* **Problem statement**:
Throughout the entries below, report every line where "马连道北路" is found.

* **Supplied entries**:
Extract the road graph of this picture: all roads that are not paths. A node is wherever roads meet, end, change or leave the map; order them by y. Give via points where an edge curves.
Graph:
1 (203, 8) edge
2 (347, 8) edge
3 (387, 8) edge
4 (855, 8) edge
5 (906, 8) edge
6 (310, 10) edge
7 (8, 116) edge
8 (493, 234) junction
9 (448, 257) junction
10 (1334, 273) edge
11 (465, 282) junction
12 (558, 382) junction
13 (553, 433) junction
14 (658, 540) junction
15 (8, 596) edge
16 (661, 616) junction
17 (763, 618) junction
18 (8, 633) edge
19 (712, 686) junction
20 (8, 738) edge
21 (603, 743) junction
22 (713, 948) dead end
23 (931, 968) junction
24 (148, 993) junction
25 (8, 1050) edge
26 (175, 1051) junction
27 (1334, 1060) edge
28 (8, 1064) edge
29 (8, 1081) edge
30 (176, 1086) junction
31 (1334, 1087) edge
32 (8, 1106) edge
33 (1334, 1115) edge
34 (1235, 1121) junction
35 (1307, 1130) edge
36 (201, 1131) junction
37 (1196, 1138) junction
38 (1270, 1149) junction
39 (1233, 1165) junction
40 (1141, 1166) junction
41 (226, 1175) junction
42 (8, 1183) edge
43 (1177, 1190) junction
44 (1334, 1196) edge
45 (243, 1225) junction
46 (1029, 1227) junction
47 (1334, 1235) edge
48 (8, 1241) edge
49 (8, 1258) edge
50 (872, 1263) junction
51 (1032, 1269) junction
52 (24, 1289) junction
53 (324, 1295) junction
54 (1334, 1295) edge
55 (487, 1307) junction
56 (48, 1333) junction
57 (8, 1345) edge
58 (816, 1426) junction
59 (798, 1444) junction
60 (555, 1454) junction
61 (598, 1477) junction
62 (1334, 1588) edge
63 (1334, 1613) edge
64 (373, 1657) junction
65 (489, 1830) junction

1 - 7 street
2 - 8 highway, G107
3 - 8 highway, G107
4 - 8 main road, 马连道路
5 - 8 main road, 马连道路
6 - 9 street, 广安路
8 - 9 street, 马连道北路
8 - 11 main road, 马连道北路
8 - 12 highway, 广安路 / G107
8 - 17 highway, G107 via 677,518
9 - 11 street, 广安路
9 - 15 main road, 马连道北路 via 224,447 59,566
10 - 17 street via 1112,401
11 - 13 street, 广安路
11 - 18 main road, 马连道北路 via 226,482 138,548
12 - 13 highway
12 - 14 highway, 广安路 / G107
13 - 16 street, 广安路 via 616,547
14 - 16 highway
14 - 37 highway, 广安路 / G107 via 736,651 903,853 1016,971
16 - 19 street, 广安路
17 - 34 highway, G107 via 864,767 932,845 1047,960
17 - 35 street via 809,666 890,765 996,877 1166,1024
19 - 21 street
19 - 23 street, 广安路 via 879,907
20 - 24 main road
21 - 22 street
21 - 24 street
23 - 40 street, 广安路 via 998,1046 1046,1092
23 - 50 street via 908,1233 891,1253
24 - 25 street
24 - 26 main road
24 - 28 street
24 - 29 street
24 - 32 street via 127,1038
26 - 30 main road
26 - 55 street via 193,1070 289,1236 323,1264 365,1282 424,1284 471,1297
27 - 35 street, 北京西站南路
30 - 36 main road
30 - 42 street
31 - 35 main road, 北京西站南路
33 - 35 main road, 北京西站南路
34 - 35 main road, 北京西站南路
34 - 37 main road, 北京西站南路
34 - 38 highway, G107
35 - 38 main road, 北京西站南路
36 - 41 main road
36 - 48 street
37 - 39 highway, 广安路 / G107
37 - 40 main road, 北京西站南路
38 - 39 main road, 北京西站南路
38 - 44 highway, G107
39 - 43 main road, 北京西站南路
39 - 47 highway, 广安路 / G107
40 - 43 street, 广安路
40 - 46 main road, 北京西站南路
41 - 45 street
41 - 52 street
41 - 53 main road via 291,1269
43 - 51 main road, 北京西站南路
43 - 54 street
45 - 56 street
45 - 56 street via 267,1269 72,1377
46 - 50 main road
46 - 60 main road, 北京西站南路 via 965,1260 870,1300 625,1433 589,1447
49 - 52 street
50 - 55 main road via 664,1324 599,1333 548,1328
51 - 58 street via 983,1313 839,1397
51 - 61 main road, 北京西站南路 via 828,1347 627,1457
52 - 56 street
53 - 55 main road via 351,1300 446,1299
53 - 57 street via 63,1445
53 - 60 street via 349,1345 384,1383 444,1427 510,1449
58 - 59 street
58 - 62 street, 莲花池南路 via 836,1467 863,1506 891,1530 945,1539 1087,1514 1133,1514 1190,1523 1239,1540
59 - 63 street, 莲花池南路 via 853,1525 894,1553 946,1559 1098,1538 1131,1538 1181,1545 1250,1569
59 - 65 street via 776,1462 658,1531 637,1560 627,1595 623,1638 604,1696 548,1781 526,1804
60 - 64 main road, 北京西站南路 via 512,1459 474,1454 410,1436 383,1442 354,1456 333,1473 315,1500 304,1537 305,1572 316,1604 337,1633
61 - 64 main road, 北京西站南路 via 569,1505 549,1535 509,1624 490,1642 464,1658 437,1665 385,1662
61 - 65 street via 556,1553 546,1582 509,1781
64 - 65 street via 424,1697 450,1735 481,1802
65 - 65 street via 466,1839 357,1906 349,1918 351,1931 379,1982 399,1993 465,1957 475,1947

* **Task response**:
8 - 9 street, 马连道北路
8 - 11 main road, 马连道北路
9 - 15 main road, 马连道北路 via 224,447 59,566
11 - 18 main road, 马连道北路 via 226,482 138,548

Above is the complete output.